2. Accès à l’information : Avoir des informations stratégiques que les autres n’ont pas procure un avantage significatif.
3. Maîtrise de l’environnement : Contrôler les éléments complexes ou imprévisibles dans l’environnement organisationnel.
4. Règles et procédures : Ceux qui connaissent les règles et savent les adapter ou les contourner peuvent se rendre indispensables.
Ainsi, la gestion des zones d’incertitude permet aux acteurs d’accroître leur influence et de créer une dépendance, consolidant ainsi leur pouvoir au sein de l’organisation .
Différence avec pouvoir, influence, autorité et puissance
Le pouvoir
Le pouvoir dans une organisation est la capacité d’un individu ou d’un groupe à influencer les actions des autres. Il n’est pas un attribut fixe, mais une relation dynamique. En effet, le pouvoir se construit et se maintient en fonction des relations et des dépendances entre les individus. Plus une personne peut créer une dépendance des autres envers elle, plus son pouvoir augmente.
Caractéristiques du Pouvoir
• Relationnel : Le pouvoir existe dans l’interaction avec autrui ; il n’est effectif que s’il est reconnu par les autres.
• Contextuel et subjectif : Le pouvoir varie selon les situations et les perceptions. Une personne peut être influente dans un contexte et moins dans un autre.
• Intransitif : Le pouvoir n’est pas automatiquement transférable d’une relation à une autre. Avoir du pouvoir sur une personne ne garantit pas le même pouvoir sur une autre.
Sources du Pouvoir
• Compétence : Maîtriser des compétences spécifiques ou rares peut donner un pouvoir important, car cela rend les autres dépendants de cette expertise.
• Règles et procédures : Ceux qui contrôlent ou influencent les règles peuvent exercer un pouvoir stratégique.

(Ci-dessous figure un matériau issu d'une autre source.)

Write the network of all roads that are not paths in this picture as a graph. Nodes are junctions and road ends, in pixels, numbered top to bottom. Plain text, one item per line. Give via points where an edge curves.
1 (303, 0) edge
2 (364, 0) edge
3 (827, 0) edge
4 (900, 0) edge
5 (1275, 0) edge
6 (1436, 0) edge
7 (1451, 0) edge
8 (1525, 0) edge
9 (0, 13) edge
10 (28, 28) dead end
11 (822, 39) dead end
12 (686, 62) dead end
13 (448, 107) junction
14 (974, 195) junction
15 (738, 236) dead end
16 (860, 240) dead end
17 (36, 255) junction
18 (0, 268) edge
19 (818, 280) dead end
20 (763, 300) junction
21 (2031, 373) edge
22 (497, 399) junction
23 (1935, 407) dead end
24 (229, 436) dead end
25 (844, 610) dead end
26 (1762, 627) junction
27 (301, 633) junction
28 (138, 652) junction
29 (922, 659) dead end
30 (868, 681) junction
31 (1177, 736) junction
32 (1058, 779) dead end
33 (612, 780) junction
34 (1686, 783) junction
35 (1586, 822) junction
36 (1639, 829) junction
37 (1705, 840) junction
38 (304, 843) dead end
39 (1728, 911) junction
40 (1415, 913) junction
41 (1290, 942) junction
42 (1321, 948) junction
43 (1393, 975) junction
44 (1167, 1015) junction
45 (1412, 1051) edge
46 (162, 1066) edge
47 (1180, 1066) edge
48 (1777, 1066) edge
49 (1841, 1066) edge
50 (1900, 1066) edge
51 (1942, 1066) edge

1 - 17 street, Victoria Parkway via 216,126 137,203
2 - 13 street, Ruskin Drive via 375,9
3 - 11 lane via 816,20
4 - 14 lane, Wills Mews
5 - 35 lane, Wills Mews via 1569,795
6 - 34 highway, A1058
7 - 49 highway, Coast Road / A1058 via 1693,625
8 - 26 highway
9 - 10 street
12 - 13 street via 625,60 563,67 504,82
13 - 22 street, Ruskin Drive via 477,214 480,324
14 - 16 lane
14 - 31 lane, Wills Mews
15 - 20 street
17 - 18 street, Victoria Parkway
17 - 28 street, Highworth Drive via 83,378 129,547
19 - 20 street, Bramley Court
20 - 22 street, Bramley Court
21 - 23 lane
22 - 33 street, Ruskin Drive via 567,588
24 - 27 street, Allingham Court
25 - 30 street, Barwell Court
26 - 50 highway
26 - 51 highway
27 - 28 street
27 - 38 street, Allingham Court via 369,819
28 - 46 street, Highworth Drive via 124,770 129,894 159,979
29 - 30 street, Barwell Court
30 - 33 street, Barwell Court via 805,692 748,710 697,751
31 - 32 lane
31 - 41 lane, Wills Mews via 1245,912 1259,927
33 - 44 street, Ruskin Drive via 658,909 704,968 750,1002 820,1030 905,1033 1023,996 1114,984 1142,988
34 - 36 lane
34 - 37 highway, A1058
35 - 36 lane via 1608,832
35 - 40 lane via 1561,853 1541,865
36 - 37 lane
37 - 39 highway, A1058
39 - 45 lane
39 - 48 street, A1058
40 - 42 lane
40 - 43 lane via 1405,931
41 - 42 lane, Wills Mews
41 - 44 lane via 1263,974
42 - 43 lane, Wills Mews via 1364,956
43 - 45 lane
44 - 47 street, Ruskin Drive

• Accès à l’information : Avoir des informations que les autres n’ont pas confère un avantage pour orienter les décisions.
• Interface avec l’environnement externe : Ceux qui ont des contacts stratégiques avec des entités externes à l’organisation (clients, partenaires) peuvent influencer l’organisation depuis l’extérieur.
Pouvoir et Marges de Manœuvre
Le pouvoir s’exprime aussi à travers les marges de manœuvre que chaque individu possède dans son travail. Plus une personne a de liberté pour organiser son travail ou ses relations, plus elle dispose de pouvoir.
L’influence
L’influence est une forme de pouvoir informel, reposant souvent sur des relations personnelles et psychologiques. Elle ne dépend pas nécessairement d’un rôle formel et est plus subtile, s’appuyant sur des qualités telles que le charisme, la persuasion ou la confiance.
L’autorité
L’autorité représente le pouvoir formel d’un individu, lié à une position dans la hiérarchie de l’organisation. L’autorité est institutionnalisée et reconnue, donnant à l’individu en position d’autorité le droit de prendre des décisions et d’en faire appliquer les résultats.
La puissance
La puissance est l’intensité ou la force du pouvoir, souvent associée à la coercition. Elle se manifeste dans la capacité d’imposer des décisions ou des actions, même face à des résistances.
Pouvoir et Zone d’incertitude
Les zones d’incertitude sont des domaines dans l’organisation où l’information ou la prévisibilité sont faibles. En contrôlant ces zones d’incertitude, un individu peut créer une dépendance et ainsi accroître son pouvoir. Les zones d’incertitude peuvent être liées :
• Aux compétences rares : Un individu devient indispensable s’il contrôle des compétences ou savoir-faire rares.
• À l’environnement : Gérer des éléments complexes de l’environnement donne un pouvoir de contrôle et d’influence.
• À l’information : Détenir des informations critiques peut orienter les décisions.
• Aux règles et procédures : Maîtriser et influencer l’application des règles crée un pouvoir stratégique en rendant les autres dépendants.